How can we get this updated and appear?
Hello Andrew,
I am sorry but the OSDG labelled dataset I used did not include SDG17. I understand that the database has been updated. I will check to see if it now includes SDG17. I will update the model and let you know if SDG17 in now available in the database.
Regards
Sadick
Hello Andrew,
I just checked the updated dataset used in training the model, and unfortunately, "SDG17-Partnerships for the Goals" is not covered. SDG17 is a hard one given that it focuses on strengthening the means of implementation and revitalising the global partnership for sustainable development.
If you have data that aligns with SDG17, I'm happy to work with you to get it integrated into the dataset and update the model to automate its classification.
Regards
Sadick
Thanks
@sadickam
!
Great effort for checking this for me. I'll try to find a dataset containing the SDG17 and get back to you.
Hi All,
FYI: there is a global SDG Classification expert group. they meet every 3 months. see https://sdg-ai.org/
- SDG 17 labeled research papers can be found here: https://zenodo.org/doi/10.5281/zenodo.5205672
- To use it for training: extra step needed to fetch the abstracts from the doi's , use https://docs.openalex.org/api-entities/works (due to licencing we were not allowed to publish the abstracts . So they need to be fetched where these is a CC0 licenence on the abstract of the publisher. Using titles tot trian the model results in bad results. Abstracts ans full texts better, but not always available)
- Our trained models can be found here: https://zenodo.org/doi/10.5281/zenodo.7304546 (for visualisations: 1 faster multi label model for 17 sdg's)
- And here: https://doi.org/10.5281/zenodo.5835849 (for data analysis: for more accuracy 17 models 1 for each sdg)
- Report on data labeting, training and evaluation: https://zenodo.org/doi/10.5281/zenodo.5603019
enjoy! - more about the project here: https://aurora-universities.eu/sdg-research/
If there is a possibility you could help me to put these trained models on Hugging Face, and re-use that nice UI wrapper you build, that would be amazing. ( I have no clue where even to start. I put some stuff here; https://huggingface.co/MauriceV2021/AuroraSDGsModel )
Hello @MauriceV2021 ,
Thank you for the clarification and additional information.
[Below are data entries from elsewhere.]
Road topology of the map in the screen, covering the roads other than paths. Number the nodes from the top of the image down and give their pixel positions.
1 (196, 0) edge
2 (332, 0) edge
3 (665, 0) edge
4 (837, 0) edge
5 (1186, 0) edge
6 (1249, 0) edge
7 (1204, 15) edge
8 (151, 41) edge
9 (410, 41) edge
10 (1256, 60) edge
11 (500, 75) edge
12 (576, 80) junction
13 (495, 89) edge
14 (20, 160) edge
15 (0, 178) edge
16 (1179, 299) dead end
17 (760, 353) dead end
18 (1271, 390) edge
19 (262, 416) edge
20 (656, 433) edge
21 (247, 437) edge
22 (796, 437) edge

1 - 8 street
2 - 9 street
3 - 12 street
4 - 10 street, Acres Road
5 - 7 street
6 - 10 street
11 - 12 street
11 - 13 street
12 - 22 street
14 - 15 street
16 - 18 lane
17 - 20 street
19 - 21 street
The training completely excluded the SDG17. We only the data that was made publicly available.
I will check out the link to the multi language bert model and report you provided.
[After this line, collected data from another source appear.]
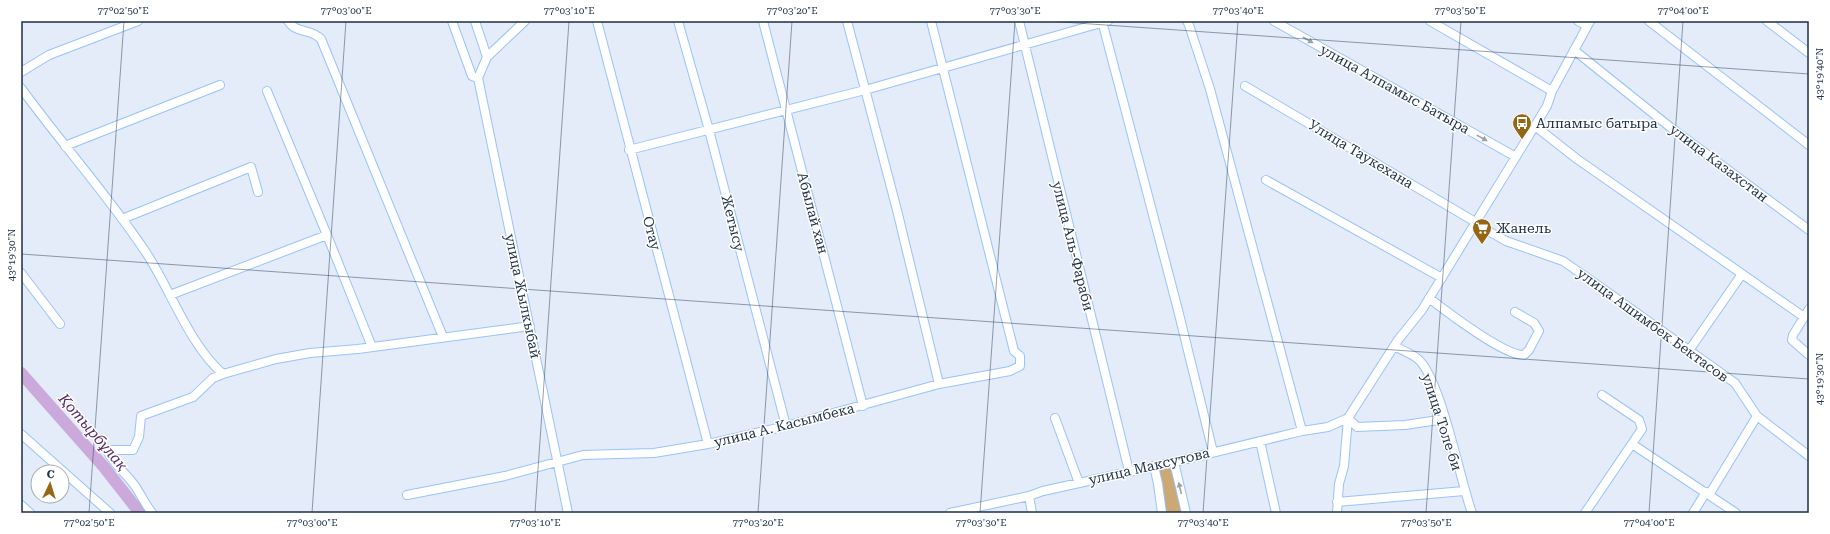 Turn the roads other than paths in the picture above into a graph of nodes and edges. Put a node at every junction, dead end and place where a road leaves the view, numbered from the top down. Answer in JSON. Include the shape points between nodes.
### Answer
{"nodes":[{"id":1,"x":138,"y":21,"type":"edge"},
{"id":2,"x":288,"y":21,"type":"edge"},
{"id":3,"x":452,"y":21,"type":"edge"},
{"id":4,"x":475,"y":21,"type":"edge"},
{"id":5,"x":525,"y":21,"type":"edge"},
{"id":6,"x":597,"y":21,"type":"edge"},
{"id":7,"x":678,"y":21,"type":"edge"},
{"id":8,"x":763,"y":21,"type":"edge"},
{"id":9,"x":847,"y":21,"type":"edge"},
{"id":10,"x":931,"y":21,"type":"edge"},
{"id":11,"x":1018,"y":21,"type":"edge"},
{"id":12,"x":1187,"y":21,"type":"edge"},
{"id":13,"x":1274,"y":21,"type":"edge"},
{"id":14,"x":1430,"y":21,"type":"edge"},
{"id":15,"x":1578,"y":21,"type":"edge"},
{"id":16,"x":1649,"y":21,"type":"edge"},
{"id":17,"x":1767,"y":21,"type":"edge"},
{"id":18,"x":1104,"y":22,"type":"edge"},
{"id":19,"x":1589,"y":24,"type":"edge"},
{"id":20,"x":1023,"y":45,"type":"junction"},
{"id":21,"x":1574,"y":50,"type":"junction"},
{"id":22,"x":1809,"y":53,"type":"edge"},
{"id":23,"x":487,"y":58,"type":"junction"},
{"id":24,"x":943,"y":68,"type":"junction"},
{"id":25,"x":21,"y":72,"type":"edge"},
{"id":26,"x":478,"y":78,"type":"junction"},
{"id":27,"x":220,"y":85,"type":"dead end"},
{"id":28,"x":1245,"y":86,"type":"dead end"},
{"id":29,"x":21,"y":88,"type":"edge"},
{"id":30,"x":865,"y":90,"type":"junction"},
{"id":31,"x":267,"y":91,"type":"dead end"},
{"id":32,"x":1552,"y":91,"type":"junction"},
{"id":33,"x":786,"y":110,"type":"junction"},
{"id":34,"x":1535,"y":126,"type":"junction"},
{"id":35,"x":709,"y":130,"type":"junction"},
{"id":36,"x":1809,"y":145,"type":"edge"},
{"id":37,"x":65,"y":146,"type":"junction"},
{"id":38,"x":629,"y":150,"type":"junction"},
{"id":39,"x":1516,"y":158,"type":"junction"},
{"id":40,"x":1266,"y":180,"type":"dead end"},
{"id":41,"x":258,"y":192,"type":"dead end"},
{"id":42,"x":122,"y":218,"type":"junction"},
{"id":43,"x":1476,"y":224,"type":"junction"},
{"id":44,"x":1809,"y":230,"type":"edge"},
{"id":45,"x":327,"y":235,"type":"junction"},
{"id":46,"x":21,"y":273,"type":"edge"},
{"id":47,"x":1742,"y":274,"type":"junction"},
{"id":48,"x":1442,"y":278,"type":"junction"},
{"id":49,"x":170,"y":295,"type":"junction"},
{"id":50,"x":1430,"y":298,"type":"junction"},
{"id":51,"x":1809,"y":309,"type":"edge"},
{"id":52,"x":1515,"y":312,"type":"dead end"},
{"id":53,"x":1804,"y":317,"type":"junction"},
{"id":54,"x":60,"y":324,"type":"dead end"},
{"id":55,"x":530,"y":326,"type":"junction"},
{"id":56,"x":443,"y":337,"type":"junction"},
{"id":57,"x":1394,"y":346,"type":"junction"},
{"id":58,"x":372,"y":347,"type":"junction"},
{"id":59,"x":1688,"y":352,"type":"junction"},
{"id":60,"x":1809,"y":355,"type":"edge"},
{"id":61,"x":223,"y":374,"type":"junction"},
{"id":62,"x":939,"y":384,"type":"junction"},
{"id":63,"x":1602,"y":396,"type":"dead end"},
{"id":64,"x":863,"y":406,"type":"junction"},
{"id":65,"x":1757,"y":416,"type":"junction"},
{"id":66,"x":1055,"y":418,"type":"dead end"},
{"id":67,"x":1348,"y":418,"type":"junction"},
{"id":68,"x":1445,"y":419,"type":"junction"},
{"id":69,"x":786,"y":426,"type":"junction"},
{"id":70,"x":1302,"y":431,"type":"junction"},
{"id":71,"x":21,"y":434,"type":"edge"},
{"id":72,"x":1260,"y":441,"type":"junction"},
{"id":73,"x":708,"y":444,"type":"junction"},
{"id":74,"x":1632,"y":444,"type":"junction"},
{"id":75,"x":1213,"y":452,"type":"junction"},
{"id":76,"x":1809,"y":456,"type":"edge"},
{"id":77,"x":1174,"y":462,"type":"junction"},
{"id":78,"x":556,"y":463,"type":"junction"},
{"id":79,"x":1154,"y":466,"type":"junction"},
{"id":80,"x":1129,"y":471,"type":"junction"},
{"id":81,"x":1079,"y":483,"type":"junction"},
{"id":82,"x":1464,"y":491,"type":"junction"},
{"id":83,"x":1707,"y":493,"type":"junction"},
{"id":84,"x":407,"y":494,"type":"dead end"},
{"id":85,"x":1029,"y":496,"type":"junction"},
{"id":86,"x":1337,"y":502,"type":"junction"},
{"id":87,"x":21,"y":506,"type":"edge"},
{"id":88,"x":30,"y":513,"type":"edge"},
{"id":89,"x":110,"y":513,"type":"edge"},
{"id":90,"x":152,"y":513,"type":"edge"},
{"id":91,"x":568,"y":513,"type":"edge"},
{"id":92,"x":950,"y":513,"type":"edge"},
{"id":93,"x":1032,"y":513,"type":"edge"},
{"id":94,"x":1162,"y":513,"type":"edge"},
{"id":95,"x":1186,"y":513,"type":"edge"},
{"id":96,"x":1276,"y":513,"type":"edge"},
{"id":97,"x":1337,"y":513,"type":"edge"},
{"id":98,"x":1472,"y":513,"type":"edge"},
{"id":99,"x":1585,"y":513,"type":"edge"},
{"id":100,"x":1693,"y":513,"type":"edge"},
{"id":101,"x":1736,"y":513,"type":"edge"}],
"edges":[{"from":1,"to":25,"type":"street","via":[[49,55]]},
{"from":2,"to":56,"type":"street","via":[[297,30],[314,32],[321,39]]},
{"from":3,"to":26,"type":"street","via":[[472,76]]},
{"from":4,"to":23,"type":"street"},
{"from":5,"to":23,"type":"street"},
{"from":6,"to":38,"type":"street","name":"Отау"},
{"from":7,"to":35,"type":"street","name":"Жетысу"},
{"from":8,"to":33,"type":"street","name":"Абылай хан"},
{"from":9,"to":30,"type":"street"},
{"from":10,"to":24,"type":"street"},
{"from":11,"to":20,"type":"street","name":"улица Аль-Фараби"},
{"from":12,"to":70,"type":"street","via":[[1210,89]]},
{"from":13,"to":39,"type":"street","name":"улица Алпамыс Батыра","one_way":true},
{"from":14,"to":32,"type":"street"},
{"from":15,"to":19,"type":"street"},
{"from":16,"to":36,"type":"street"},
{"from":17,"to":22,"type":"street"},
{"from":18,"to":20,"type":"street"},
{"from":18,"to":75,"type":"street"},
{"from":19,"to":21,"type":"street"},
{"from":20,"to":24,"type":"street"},
{"from":20,"to":80,"type":"street","name":"улица Аль-Фараби"},
{"from":21,"to":32,"type":"street"},
{"from":21,"to":44,"type":"street","name":"улица Казахстан","via":[[1670,127]]},
{"from":23,"to":26,"type":"street"},
{"from":24,"to":30,"type":"street"},
{"from":24,"to":62,"type":"street","name":"улица А. Касымбека","via":[[1014,351],[1020,356],[1020,366],[1010,371]]},
{"from":26,"to":55,"type":"street","name":"улица Жылкыбай"},
{"from":27,"to":37,"type":"street"},
{"from":28,"to":43,"type":"street","name":"Улица Таукехана"},
{"from":29,"to":37,"type":"street"},
{"from":30,"to":33,"type":"street"},
{"from":30,"to":62,"type":"street"},
{"from":31,"to":45,"type":"street"},
{"from":32,"to":34,"type":"street","via":[[1547,106]]},
{"from":33,"to":35,"type":"street"},
{"from":33,"to":64,"type":"street","name":"Абылай хан"},
{"from":34,"to":39,"type":"street"},
{"from":34,"to":47,"type":"street","via":[[1576,159]]},
{"from":35,"to":38,"type":"street"},
{"from":35,"to":69,"type":"street","name":"Жетысу"},
{"from":37,"to":42,"type":"street"},
{"from":38,"to":73,"type":"street","name":"Отау"},
{"from":39,"to":43,"type":"street"},
{"from":40,"to":48,"type":"street"},
{"from":41,"to":42,"type":"street","via":[[251,167]]},
{"from":42,"to":49,"type":"street","via":[[146,252]]},
{"from":43,"to":48,"type":"street"},
{"from":43,"to":59,"type":"street","name":"улица Ашимбек Бектасов","via":[[1506,241],[1563,261]]},
{"from":45,"to":49,"type":"street"},
{"from":45,"to":58,"type":"street"},
{"from":46,"to":54,"type":"street"},
{"from":47,"to":53,"type":"street"},
{"from":47,"to":59,"type":"street"},
{"from":48,"to":50,"type":"street"},
{"from":49,"to":61,"type":"street","via":[[212,365]]},
{"from":50,"to":52,"type":"street","via":[[1517,356],[1524,355],[1529,350],[1539,331],[1534,323]]},
{"from":50,"to":57,"type":"street"},
{"from":51,"to":53,"type":"street"},
{"from":53,"to":60,"type":"street","via":[[1792,340]]},
{"from":55,"to":56,"type":"street"},
{"from":55,"to":78,"type":"street","name":"улица Жылкыбай"},
{"from":56,"to":58,"type":"street"},
{"from":57,"to":67,"type":"street"},
{"from":57,"to":68,"type":"street","name":"улица Толе би","via":[[1418,359],[1428,372]]},
{"from":58,"to":61,"type":"street","via":[[299,355]]},
{"from":59,"to":65,"type":"street","name":"улица Ашимбек Бектасов","via":[[1734,383]]},
{"from":61,"to":90,"type":"street","via":[[213,378],[193,397],[141,416],[139,437],[133,450],[108,452],[112,461],[137,488]]},
{"from":62,"to":64,"type":"street","name":"улица А. Касымбека"},
{"from":63,"to":74,"type":"street","via":[[1639,420],[1642,429]]},
{"from":64,"to":69,"type":"street","name":"улица А. Касымбека"},
{"from":65,"to":76,"type":"street","name":"улица Ашимбек Бектасов"},
{"from":65,"to":83,"type":"street"},
{"from":66,"to":81,"type":"street"},
{"from":67,"to":68,"type":"street","via":[[1357,427],[1405,425]]},
{"from":67,"to":70,"type":"street","name":"улица Максутова","via":[[1328,427]]},
{"from":67,"to":86,"type":"street","via":[[1344,466]]},
{"from":68,"to":82,"type":"street","name":"улица Толе би"},
{"from":69,"to":73,"type":"street","name":"улица А. Касымбека"},
{"from":70,"to":72,"type":"street","name":"улица Максутова"},
{"from":71,"to":89,"type":"street"},
{"from":72,"to":75,"type":"street","name":"улица Максутова"},
{"from":72,"to":96,"type":"street"},
{"from":73,"to":78,"type":"street","name":"улица А. Касымбека","via":[[654,453],[583,455]]},
{"from":74,"to":83,"type":"street"},
{"from":74,"to":99,"type":"street"},
{"from":75,"to":77,"type":"street","name":"улица Максутова"},
{"from":77,"to":79,"type":"street","name":"улица Максутова"},
{"from":95,"to":77,"type":"street","one_way":true},
{"from":78,"to":84,"type":"street","name":"улица А. Касымбека"},
{"from":78,"to":91,"type":"street","name":"улица Жылкыбай"},
{"from":79,"to":80,"type":"street","name":"улица Максутова"},
{"from":79,"to":94,"type":"street"},
{"from":80,"to":81,"type":"street","name":"улица Максутова"},
{"from":81,"to":85,"type":"street","name":"улица Максутова"},
{"from":82,"to":86,"type":"street"},
{"from":82,"to":98,"type":"street","name":"улица Толе би"},
{"from":83,"to":100,"type":"street"},
{"from":83,"to":101,"type":"street"},
{"from":85,"to":92,"type":"street","name":"улица Максутова"},
{"from":85,"to":93,"type":"street"},
{"from":86,"to":97,"type":"street"},
{"from":87,"to":88,"type":"street"}]}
Thank you for enriching the conversation and providing pointers to interesting information about SDG classification expert group.
Kind Regards
Sadick
Hello @MauriceV2021 ,
About Hugging Face and UI, I will be happy to work with you to make things happen. Please get in touch at s.sadick@deakin.edu.au and discuss and get the action going.
Looking forward to hearing from you.
Regards
Sadick
Hello guys!
@MauriceV2021
@sadickam
Thanks for the great feedback! I'm really keen how is it going?
Any help I can support for extending model with SDG17?
@sadickam
we have another SDG aiming to be added NON-official SDG18 - "Cultural heritage and preservation"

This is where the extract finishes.